ANYONE who is anyone – and even those who aren't – seems to have a blog. Except me. Unless you count a weekly column as such, although I'd like to think that my so-called words of wisdom every seven days are slightly more illuminating than what I ate for my dinner last night – though I'm prepared to admit I could be wrong.
But, have no fear, as someone who has never kept a diary – not even in my angst-ridden teenage years – I am not about to open my own blogspot, because I've decided that unless you are an expert in a particular field and have something valid to say ab
out your favoured subject, or you live a most entertaining lifestyle, then blogs are for losers.
The kind of self-important losers who feel that their every spit and cough is something that someone in the digital void will want to know about.
It's a huge assumption but it must be true, otherwise bloggers would just keep a diary and therefore stop inflicting the dismal banalities of their lives on strangers who stumble across their musings by accident.
The biggest losers of all must be those who create blogs on an anonymous basis, ie political party nonentities who want to be able to be as vile as they like about their opponents without any personal comeback.
Most political parties seem to have people like this working on their behalf in the world of the web, but it's the Labour Party which has come in for the most flack in the last fortnight or so thanks to the antics of Damian McBride and Derek Draper, and the elusive authors of the Scottish-based Leaky Chanter.
Admittedly, some of the anti-Scottish Government postings on the Leaky Chanter are amusing in a playground way, and I'm sure the smears that McBride allegedly suggested about Tory MPs were juicily salacious, but surely if you have real political points to make about opposition politicians and their policies, the best thing is to step forward and reveal yourself.
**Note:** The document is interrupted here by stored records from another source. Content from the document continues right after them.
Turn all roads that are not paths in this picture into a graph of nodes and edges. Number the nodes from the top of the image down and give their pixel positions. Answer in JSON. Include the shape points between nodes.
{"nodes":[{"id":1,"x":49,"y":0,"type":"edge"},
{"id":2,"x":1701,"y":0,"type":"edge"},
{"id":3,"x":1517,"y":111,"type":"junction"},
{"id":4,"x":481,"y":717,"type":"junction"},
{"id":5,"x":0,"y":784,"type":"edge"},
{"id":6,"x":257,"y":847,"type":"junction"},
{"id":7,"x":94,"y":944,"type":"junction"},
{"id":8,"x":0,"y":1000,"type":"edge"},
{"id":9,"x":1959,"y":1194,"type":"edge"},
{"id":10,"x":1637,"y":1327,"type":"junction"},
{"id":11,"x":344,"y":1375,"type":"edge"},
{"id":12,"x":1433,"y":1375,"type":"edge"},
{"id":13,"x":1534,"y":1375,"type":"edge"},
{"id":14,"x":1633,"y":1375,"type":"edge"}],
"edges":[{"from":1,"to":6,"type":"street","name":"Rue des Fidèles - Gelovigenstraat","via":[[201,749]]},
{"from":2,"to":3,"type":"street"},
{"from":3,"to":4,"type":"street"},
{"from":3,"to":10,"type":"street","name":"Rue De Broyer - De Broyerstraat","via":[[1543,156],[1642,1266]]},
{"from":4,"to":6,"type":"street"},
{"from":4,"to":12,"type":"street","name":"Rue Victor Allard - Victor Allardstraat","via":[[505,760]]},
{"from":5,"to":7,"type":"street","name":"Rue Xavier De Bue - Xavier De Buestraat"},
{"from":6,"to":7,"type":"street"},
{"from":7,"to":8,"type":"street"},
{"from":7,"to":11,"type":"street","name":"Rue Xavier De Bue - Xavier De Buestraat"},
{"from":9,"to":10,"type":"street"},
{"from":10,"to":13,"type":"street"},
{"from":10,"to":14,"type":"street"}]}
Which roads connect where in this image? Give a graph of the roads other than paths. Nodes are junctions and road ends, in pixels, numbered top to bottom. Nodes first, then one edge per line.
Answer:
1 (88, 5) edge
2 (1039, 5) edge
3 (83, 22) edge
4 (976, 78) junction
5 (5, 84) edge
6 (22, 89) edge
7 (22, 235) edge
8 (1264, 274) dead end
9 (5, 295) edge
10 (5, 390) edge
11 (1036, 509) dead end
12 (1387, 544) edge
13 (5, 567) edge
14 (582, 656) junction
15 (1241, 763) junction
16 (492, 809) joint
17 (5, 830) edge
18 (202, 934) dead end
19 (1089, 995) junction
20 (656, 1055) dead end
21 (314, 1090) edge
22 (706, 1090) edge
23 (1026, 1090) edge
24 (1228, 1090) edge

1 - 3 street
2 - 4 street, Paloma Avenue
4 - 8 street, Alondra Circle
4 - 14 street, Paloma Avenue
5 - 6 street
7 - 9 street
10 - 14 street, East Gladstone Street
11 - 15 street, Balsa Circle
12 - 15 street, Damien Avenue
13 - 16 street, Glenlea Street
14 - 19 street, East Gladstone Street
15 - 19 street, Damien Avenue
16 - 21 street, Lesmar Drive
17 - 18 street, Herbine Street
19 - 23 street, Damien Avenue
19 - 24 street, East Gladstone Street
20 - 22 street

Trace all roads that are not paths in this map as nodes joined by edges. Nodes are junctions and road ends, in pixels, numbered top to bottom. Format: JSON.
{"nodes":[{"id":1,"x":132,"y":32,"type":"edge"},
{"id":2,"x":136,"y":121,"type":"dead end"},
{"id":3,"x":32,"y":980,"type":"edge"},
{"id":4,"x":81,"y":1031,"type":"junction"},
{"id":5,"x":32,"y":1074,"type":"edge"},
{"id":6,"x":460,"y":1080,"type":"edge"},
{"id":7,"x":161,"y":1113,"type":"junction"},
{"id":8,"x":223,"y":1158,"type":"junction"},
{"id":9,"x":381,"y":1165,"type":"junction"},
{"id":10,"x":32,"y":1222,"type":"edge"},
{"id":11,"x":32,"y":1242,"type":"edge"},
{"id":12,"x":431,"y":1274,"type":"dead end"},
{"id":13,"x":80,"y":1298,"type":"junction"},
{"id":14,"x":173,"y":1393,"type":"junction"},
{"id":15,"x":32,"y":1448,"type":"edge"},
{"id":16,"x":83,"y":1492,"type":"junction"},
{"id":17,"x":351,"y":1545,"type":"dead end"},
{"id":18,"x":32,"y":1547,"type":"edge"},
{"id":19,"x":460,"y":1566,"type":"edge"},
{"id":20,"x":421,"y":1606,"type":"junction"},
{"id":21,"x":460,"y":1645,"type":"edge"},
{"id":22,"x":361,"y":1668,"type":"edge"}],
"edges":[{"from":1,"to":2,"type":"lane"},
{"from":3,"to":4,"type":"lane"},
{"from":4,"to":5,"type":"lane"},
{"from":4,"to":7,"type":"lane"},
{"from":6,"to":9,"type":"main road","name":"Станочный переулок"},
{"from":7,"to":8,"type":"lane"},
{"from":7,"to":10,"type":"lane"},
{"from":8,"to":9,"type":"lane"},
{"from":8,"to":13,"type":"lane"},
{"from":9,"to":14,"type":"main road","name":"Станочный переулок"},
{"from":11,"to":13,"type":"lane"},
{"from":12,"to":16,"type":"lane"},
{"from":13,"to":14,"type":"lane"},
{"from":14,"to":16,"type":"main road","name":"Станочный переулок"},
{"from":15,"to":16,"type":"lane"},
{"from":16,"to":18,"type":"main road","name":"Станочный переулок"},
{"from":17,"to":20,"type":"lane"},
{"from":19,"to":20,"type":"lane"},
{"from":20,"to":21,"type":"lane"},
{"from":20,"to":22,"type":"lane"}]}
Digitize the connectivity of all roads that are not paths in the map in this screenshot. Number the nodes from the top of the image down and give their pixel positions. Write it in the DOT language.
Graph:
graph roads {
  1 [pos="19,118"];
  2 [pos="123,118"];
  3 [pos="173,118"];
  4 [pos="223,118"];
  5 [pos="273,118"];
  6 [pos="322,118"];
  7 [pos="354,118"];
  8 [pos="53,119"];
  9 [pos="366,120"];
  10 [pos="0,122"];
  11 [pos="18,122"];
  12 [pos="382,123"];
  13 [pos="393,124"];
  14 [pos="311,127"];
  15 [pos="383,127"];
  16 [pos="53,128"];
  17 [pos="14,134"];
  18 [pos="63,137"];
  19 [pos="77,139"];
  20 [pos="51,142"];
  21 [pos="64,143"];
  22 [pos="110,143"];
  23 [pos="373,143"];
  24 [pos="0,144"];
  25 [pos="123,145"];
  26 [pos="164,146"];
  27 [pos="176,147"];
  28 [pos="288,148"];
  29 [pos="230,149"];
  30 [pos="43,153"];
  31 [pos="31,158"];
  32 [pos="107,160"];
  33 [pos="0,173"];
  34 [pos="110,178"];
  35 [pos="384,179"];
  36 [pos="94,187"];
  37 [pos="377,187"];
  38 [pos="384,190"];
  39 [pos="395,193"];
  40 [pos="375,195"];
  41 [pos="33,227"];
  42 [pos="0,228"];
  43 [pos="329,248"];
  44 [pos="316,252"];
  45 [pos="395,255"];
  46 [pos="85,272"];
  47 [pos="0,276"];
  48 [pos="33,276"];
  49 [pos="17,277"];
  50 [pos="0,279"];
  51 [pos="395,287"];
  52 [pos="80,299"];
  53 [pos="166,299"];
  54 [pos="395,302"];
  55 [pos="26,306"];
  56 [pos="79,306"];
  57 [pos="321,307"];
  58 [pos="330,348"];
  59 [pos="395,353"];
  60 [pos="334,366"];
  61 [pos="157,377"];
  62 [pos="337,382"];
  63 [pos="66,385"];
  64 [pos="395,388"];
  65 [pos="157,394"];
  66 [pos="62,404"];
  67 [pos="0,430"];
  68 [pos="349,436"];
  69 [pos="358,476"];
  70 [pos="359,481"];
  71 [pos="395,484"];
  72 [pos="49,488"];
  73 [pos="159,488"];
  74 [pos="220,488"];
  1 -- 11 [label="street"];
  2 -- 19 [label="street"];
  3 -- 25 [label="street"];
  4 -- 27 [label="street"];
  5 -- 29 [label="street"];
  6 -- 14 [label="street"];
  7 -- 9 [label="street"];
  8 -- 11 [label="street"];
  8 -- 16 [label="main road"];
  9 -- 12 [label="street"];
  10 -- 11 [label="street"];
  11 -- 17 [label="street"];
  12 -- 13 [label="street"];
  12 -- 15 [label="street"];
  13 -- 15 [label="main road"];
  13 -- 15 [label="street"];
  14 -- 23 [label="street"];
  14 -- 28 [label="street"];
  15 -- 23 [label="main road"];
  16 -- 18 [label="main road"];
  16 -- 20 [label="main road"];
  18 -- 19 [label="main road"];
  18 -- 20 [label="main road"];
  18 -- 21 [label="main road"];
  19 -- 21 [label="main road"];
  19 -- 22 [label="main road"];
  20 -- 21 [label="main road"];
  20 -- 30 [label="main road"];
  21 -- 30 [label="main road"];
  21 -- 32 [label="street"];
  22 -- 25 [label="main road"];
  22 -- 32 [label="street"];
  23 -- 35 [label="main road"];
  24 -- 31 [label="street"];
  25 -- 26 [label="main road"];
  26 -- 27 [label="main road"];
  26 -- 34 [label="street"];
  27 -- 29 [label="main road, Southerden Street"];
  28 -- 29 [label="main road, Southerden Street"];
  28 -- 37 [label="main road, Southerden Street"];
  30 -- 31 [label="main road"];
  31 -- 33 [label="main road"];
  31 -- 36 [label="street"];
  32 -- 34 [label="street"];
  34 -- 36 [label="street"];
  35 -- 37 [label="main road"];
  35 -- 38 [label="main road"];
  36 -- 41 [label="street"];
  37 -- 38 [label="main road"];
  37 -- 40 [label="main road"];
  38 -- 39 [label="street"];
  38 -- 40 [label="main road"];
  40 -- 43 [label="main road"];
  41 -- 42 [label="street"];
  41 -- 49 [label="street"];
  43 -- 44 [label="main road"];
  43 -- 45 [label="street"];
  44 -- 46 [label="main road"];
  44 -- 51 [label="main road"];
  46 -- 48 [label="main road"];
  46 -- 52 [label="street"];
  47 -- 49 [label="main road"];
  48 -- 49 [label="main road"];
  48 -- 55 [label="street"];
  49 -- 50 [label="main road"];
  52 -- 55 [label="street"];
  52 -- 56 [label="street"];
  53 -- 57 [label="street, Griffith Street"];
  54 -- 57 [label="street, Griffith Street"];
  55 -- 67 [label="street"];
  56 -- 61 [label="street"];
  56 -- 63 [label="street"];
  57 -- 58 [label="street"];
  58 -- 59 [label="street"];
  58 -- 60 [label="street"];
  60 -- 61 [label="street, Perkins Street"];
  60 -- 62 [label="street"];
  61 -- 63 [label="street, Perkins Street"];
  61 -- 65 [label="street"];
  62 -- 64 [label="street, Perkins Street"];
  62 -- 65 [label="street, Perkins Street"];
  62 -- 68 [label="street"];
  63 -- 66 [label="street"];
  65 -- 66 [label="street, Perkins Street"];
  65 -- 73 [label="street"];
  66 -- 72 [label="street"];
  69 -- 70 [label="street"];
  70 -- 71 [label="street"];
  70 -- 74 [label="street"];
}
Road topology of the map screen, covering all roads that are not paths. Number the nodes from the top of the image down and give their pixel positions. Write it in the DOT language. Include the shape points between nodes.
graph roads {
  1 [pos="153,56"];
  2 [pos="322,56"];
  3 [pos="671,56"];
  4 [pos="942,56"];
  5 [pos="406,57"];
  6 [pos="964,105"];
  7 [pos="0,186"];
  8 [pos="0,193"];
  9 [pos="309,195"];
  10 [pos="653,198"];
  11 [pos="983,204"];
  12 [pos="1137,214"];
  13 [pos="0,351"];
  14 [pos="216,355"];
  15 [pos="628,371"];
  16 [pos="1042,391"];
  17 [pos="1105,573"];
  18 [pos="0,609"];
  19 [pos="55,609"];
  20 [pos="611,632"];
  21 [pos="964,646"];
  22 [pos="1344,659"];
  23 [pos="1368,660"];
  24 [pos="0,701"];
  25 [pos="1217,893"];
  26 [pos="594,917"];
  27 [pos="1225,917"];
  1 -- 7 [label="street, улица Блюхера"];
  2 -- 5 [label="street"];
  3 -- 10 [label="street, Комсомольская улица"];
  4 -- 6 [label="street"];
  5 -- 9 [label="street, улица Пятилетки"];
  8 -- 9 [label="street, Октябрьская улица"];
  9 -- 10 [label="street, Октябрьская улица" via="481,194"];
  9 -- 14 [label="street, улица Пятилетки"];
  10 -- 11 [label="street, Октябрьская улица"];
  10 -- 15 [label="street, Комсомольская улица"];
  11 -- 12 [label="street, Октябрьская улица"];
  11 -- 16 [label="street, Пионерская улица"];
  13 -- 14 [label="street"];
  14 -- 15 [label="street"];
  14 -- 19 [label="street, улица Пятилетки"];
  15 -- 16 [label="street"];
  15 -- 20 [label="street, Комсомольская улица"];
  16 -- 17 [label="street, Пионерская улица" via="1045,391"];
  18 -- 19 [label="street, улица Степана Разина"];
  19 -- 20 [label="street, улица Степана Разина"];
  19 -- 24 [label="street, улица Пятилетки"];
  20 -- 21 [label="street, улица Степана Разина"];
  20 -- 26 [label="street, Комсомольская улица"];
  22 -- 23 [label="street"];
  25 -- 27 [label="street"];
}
Otherwise, why should anyone believe what you write, or that your opinion should hold any validity?
The worst thing about blogs, though, is the danger they bring to a valid source of news and investigative journalism: newspapers.
Obviously, I have a vested interest, but bloggers (especially those anonymous ones) seem to be able to write whatever they like with no legal restraints.
The allegations and half-truths made on many blogs – such as that proposed by McBride – would cost newspapers a good chunk of money should they print the same things.
Indeed, as one internet expert described it, the web has become "like one giant universal pub in which the darkest allegations against people can be recycled without risk".
Of course, many people with online personal journals are not politicos with axes to grind, but that doesn't stop unverified information being repeated as gospel – especially when the very reason their blogs exist at all is because they want to attract attention to their "controversial opinions" and have people comment on their blogs as a kind of justification for having written one in the first place.
There are, though, some acceptable uses of blogs. There are those written by experts in their fields for whom a blog is a way of alerting people to their work in medical science, or their photographic trip through Africa for National Geographic, or, as a CEO, their opinion on the financial collapse of the western world. It's also acceptable – however vacuous – for "celebrities" to blog as a way of slaking the curious thirst of their fans.
Then there are the blogs which chronicle the history of something that someone else might find useful, such as an attempt to earn a pilot's licence or how they eventually lost ten stone before their wedding.
However, most blogs are full of blathering idiocy. The type I least understand are those written by journalists without thinking about the long-term economic impact on their futures. After all, why should readers buy newspapers when they can get the same writers' opinions on the internet for free? It's beyond me – but I won't be blogging about it.
Mind you, in case you were actually wondering what was on the menu last night, it was chicken fajitas.
Grounds for concernNo matter how many "impressions" are drawn of how a 17-storey hotel would look at Haymarket, the word that immediately springs to mind is "hideous", quickly followed by "brutal" and "monstrosity". Indeed, the latest one, in Monday's paper, looked exactly like the kind of high flats they are pulling down in Leith.
Admittedly, Haymarket might not be the prettiest part of town, but why make the landscape look worse by shoehorning in a too-big development on a too-small site?
Have there been no lessons learned from the creation of the Scottish Parliament in its tiny location?